* People photos with keypoints:

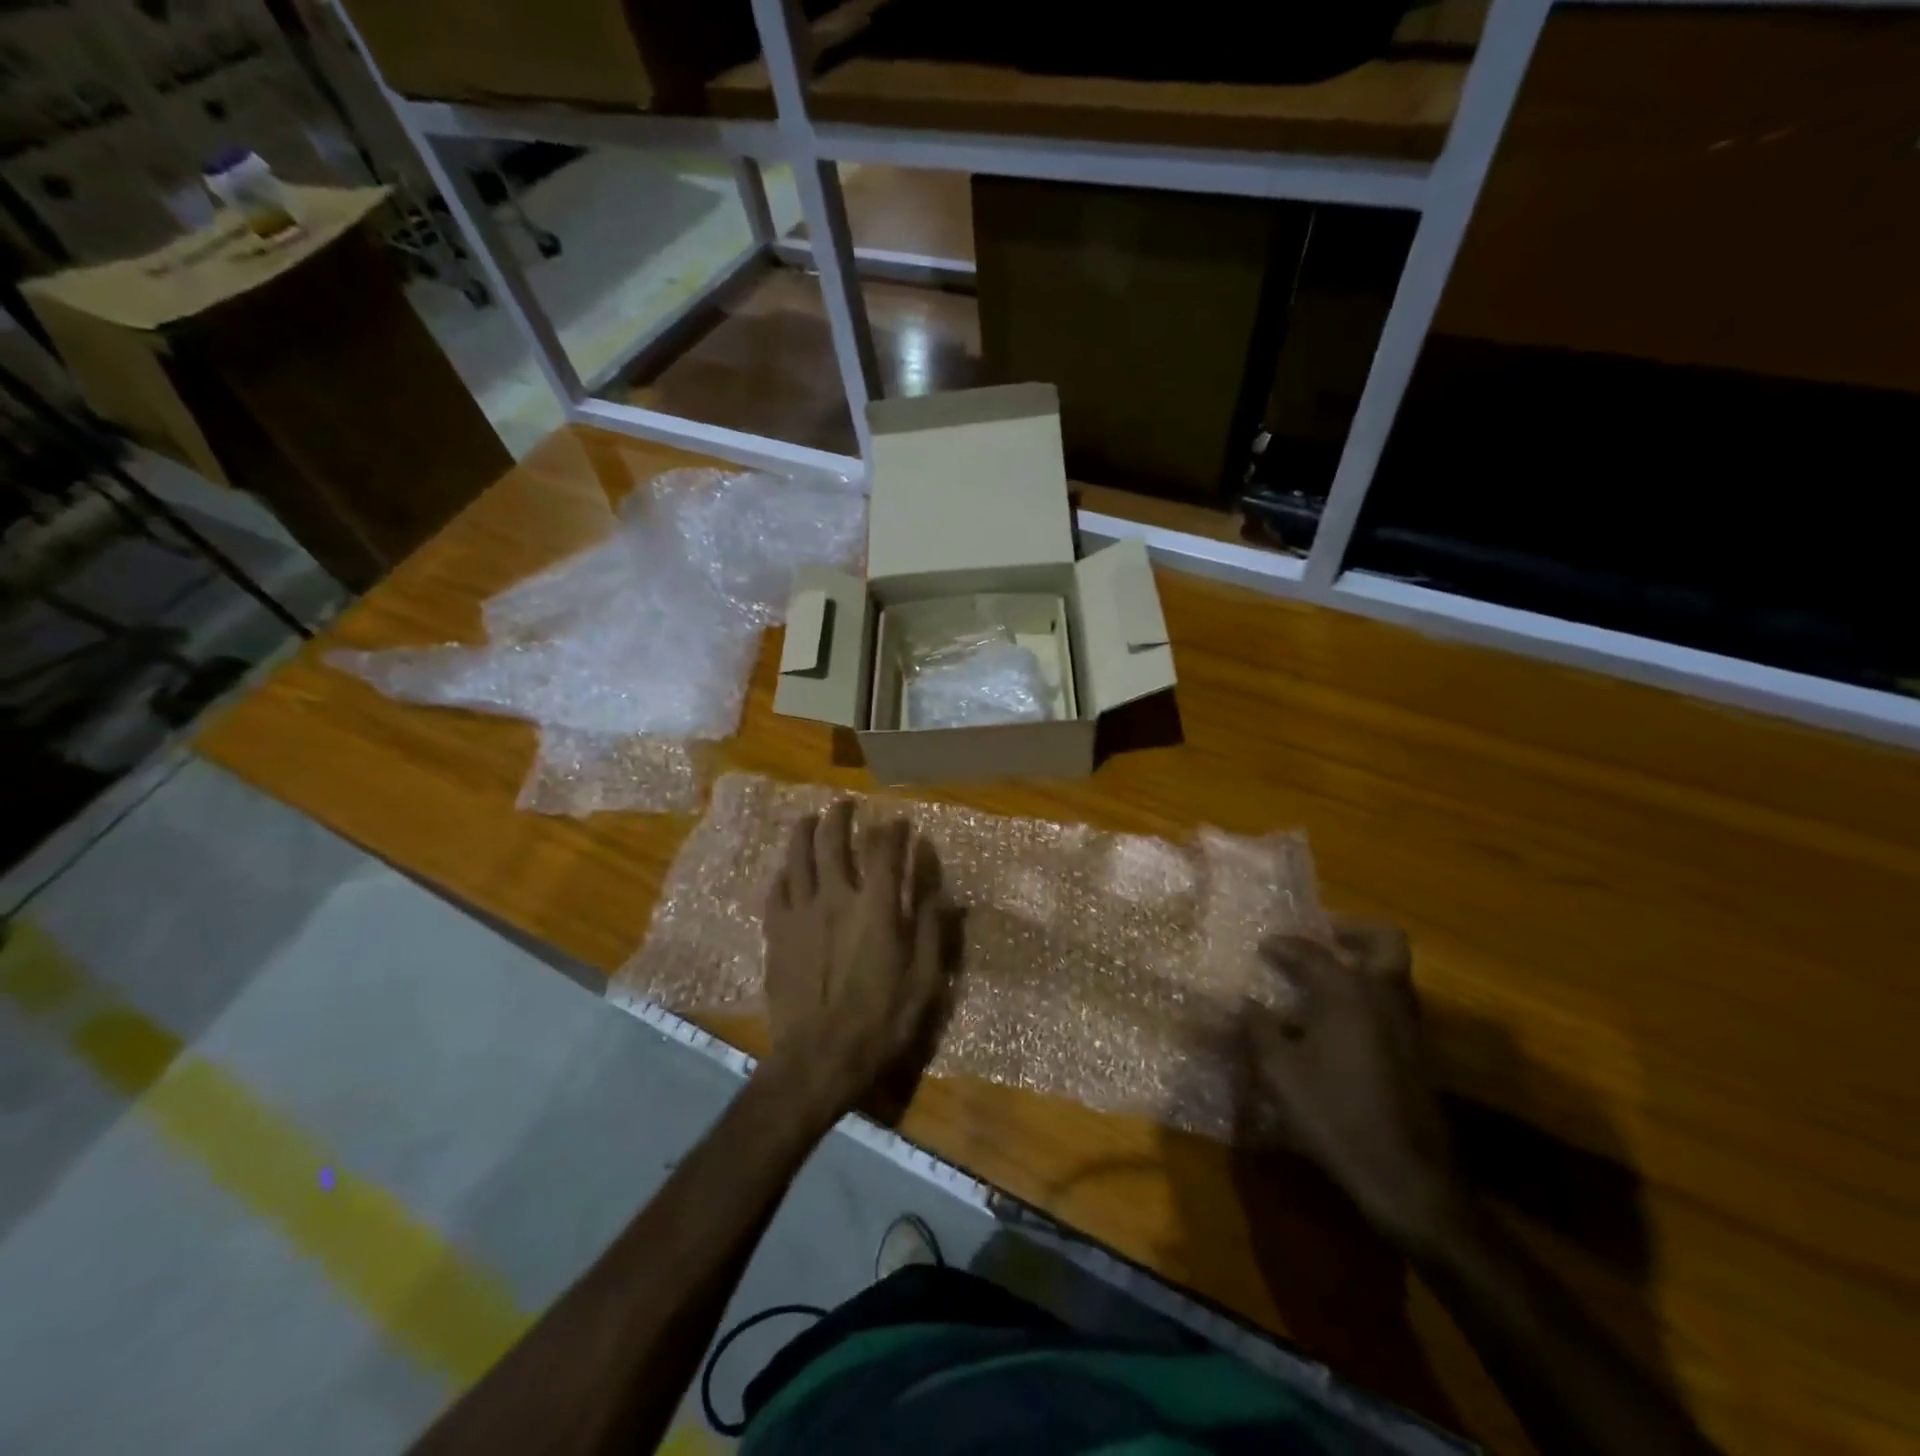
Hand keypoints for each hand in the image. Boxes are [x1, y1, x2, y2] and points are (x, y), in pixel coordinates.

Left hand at [760, 800, 952, 1116]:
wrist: (817, 1058)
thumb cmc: (880, 1021)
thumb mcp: (924, 981)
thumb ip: (931, 930)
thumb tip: (939, 890)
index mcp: (874, 906)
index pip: (883, 849)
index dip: (892, 829)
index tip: (899, 822)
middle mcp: (834, 897)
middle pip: (832, 840)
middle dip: (840, 816)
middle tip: (845, 804)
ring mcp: (800, 913)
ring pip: (797, 857)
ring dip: (805, 831)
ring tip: (810, 819)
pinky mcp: (776, 933)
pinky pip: (776, 890)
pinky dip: (784, 872)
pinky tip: (787, 870)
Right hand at [1244, 920, 1469, 1253]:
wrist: (1408, 1178)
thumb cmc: (1335, 1114)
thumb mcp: (1279, 1071)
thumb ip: (1258, 1029)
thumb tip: (1247, 1004)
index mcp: (1347, 992)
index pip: (1310, 951)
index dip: (1283, 945)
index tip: (1263, 945)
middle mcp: (1384, 996)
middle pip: (1383, 940)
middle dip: (1350, 931)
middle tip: (1319, 937)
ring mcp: (1409, 1024)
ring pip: (1393, 971)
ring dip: (1361, 962)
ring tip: (1321, 979)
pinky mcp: (1419, 1053)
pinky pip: (1393, 1002)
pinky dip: (1368, 995)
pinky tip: (1337, 1023)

* Exercise aim:
Exclude the pictures and repeat the entries word for word.

* Worked solution:
Hand keypoints for each hand in the image. Boxes are [x1, y1, x2, y2] and points are (x, y), in pixel coordinates.

Left hand at [760, 800, 952, 1116]:
wrist: (817, 1058)
thumb cmc: (880, 1021)
thumb mcp: (924, 981)
thumb ip: (931, 930)
thumb tip: (939, 890)
index mcp: (874, 906)
index pip: (883, 849)
index dip: (892, 829)
index tip: (899, 822)
middle mcp: (834, 897)
middle pip: (832, 840)
middle dip: (840, 816)
middle tip: (845, 804)
ring mcp: (800, 913)
ring pip: (797, 857)
ring dip: (805, 831)
ring tip: (810, 819)
pinky mcp: (776, 933)
pinky pip: (776, 890)
pinky dip: (784, 872)
pinky tip: (787, 870)
Right hand at [1244, 920, 1469, 1253]:
wrist: (1408, 1178)
thumb cmc: (1335, 1114)
thumb mcp: (1279, 1071)
thumb ip: (1258, 1029)
thumb tip: (1247, 1004)
index mcp: (1347, 992)
index pip: (1310, 951)
index dip: (1283, 945)
index tip: (1263, 945)
middle mcp: (1384, 996)
middle pip: (1383, 940)
middle dip: (1350, 931)
middle tip: (1319, 937)
ring mcp: (1409, 1024)
ring pip: (1393, 971)
ring dip: (1361, 962)
ring tip: (1321, 979)
pinky mcp: (1419, 1053)
pinky pip: (1393, 1002)
pinky dip: (1368, 995)
pinky tip: (1337, 1023)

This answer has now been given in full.